In the world of crypto investing, most strategies revolve around one thing: price appreciation. Buy Bitcoin, hold it, and hope it goes up.

But what if you could earn income from Bitcoin—every single month?

That’s exactly what the NEOS Bitcoin High Income ETF (BTCI) is designed to do.

 
What is BTCI?


The NEOS Bitcoin High Income ETF (BTCI) is an actively managed ETF that combines:

Exposure to Bitcoin (via ETFs and derivatives)
A systematic options strategy to generate income
Its primary goal is simple:
👉 Deliver high monthly income while maintaining exposure to Bitcoin’s price movements

Launched in 2024, BTCI represents a new category of investment products:
“Bitcoin + Income ETFs.”

 
How BTCI Works


BTCI does not simply hold Bitcoin. Instead, it uses a layered strategy:

1. Bitcoin Exposure (Indirect)
The fund invests in Bitcoin-related exchange-traded products (ETPs) and futures
This gives it exposure to BTC price movements without directly holding the asset 
2. Covered Call Strategy (Income Engine)
BTCI sells call options on its Bitcoin exposure
This generates premium income, which is paid to investors
👉 This is known as a synthetic covered call strategy

3. Monthly Distributions
The premiums collected are distributed to investors
Result: high monthly income payouts


 
Why BTCI Pays Such High Income

Bitcoin is one of the most volatile assets in the world.
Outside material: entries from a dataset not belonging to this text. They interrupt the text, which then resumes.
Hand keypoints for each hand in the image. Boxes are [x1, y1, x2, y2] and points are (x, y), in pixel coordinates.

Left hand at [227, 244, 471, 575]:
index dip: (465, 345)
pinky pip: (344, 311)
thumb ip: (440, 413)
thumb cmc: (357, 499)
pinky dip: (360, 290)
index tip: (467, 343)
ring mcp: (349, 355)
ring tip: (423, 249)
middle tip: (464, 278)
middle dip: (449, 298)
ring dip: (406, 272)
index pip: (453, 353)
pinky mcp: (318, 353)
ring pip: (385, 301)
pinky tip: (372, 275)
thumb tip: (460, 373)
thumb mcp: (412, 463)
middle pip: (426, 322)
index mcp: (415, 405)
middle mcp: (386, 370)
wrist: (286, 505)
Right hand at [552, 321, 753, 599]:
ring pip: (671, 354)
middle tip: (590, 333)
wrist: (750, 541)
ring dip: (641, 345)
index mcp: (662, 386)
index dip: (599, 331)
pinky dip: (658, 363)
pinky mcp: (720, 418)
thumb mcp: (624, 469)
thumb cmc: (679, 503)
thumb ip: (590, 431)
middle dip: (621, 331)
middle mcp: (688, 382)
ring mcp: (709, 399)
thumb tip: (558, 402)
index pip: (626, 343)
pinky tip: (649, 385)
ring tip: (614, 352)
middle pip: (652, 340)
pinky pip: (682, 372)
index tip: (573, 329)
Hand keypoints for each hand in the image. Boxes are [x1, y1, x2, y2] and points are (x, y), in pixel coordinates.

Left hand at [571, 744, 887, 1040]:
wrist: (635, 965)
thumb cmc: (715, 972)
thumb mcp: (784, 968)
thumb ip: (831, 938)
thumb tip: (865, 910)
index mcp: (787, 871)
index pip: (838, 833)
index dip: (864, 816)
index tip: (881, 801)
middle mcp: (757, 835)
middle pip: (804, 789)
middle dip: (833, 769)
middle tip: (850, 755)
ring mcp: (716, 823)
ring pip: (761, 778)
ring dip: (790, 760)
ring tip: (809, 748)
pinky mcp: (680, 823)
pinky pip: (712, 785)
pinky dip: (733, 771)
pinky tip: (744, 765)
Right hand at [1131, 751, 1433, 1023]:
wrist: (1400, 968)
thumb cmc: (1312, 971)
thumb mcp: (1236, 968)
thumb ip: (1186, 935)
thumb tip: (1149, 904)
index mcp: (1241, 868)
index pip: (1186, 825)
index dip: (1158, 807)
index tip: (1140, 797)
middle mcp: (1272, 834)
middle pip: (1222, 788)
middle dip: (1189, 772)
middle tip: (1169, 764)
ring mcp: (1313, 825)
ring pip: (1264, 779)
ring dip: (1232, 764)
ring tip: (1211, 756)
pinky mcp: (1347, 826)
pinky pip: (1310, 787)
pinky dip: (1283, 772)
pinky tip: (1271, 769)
BTCI monetizes that volatility.

Higher volatility → higher option premiums
Higher premiums → higher income
Some estimates show distribution rates around 25–30%+ annually, depending on market conditions

👉 In simple terms:
BTCI converts Bitcoin’s chaos into cash flow.

 
⚖️ The Trade-Off: Income vs. Upside
There is no free lunch.

BTCI’s strategy comes with a key trade-off:

Advantages


High monthly income
Less dependence on Bitcoin going up
Can perform well in sideways or volatile markets
❌ Disadvantages
Capped upside during strong bull runs
May underperform pure Bitcoin in rallies
Still exposed to downside risk
Why?
Because when BTCI sells call options, it limits how much it can benefit from large price increases

 
Who Is BTCI For?

BTCI is not designed for every investor.

Ideal for:
Income-focused investors
Option strategy enthusiasts
Investors who want Bitcoin exposure without relying purely on price gains
Not ideal for:
Long-term “HODL” Bitcoin believers
Investors seeking maximum upside
Those uncomfortable with derivatives
 
📊 Portfolio Structure (Simplified)
A typical BTCI structure may include:

Bitcoin ETFs / futures exposure
Short-term Treasuries (collateral)
Options positions (calls + sometimes puts)
Some analyses suggest a mix like:

~20% Bitcoin exposure
~80% bonds/options/cash structure 
This structure helps stabilize income while managing risk.

 
The Big Idea

BTCI represents a shift in how investors approach crypto:

❌ Old model: “Buy Bitcoin and wait”
✅ New model: “Generate income from Bitcoin volatility”
It’s part of a broader trend where ETFs are becoming active income machines, not just passive trackers.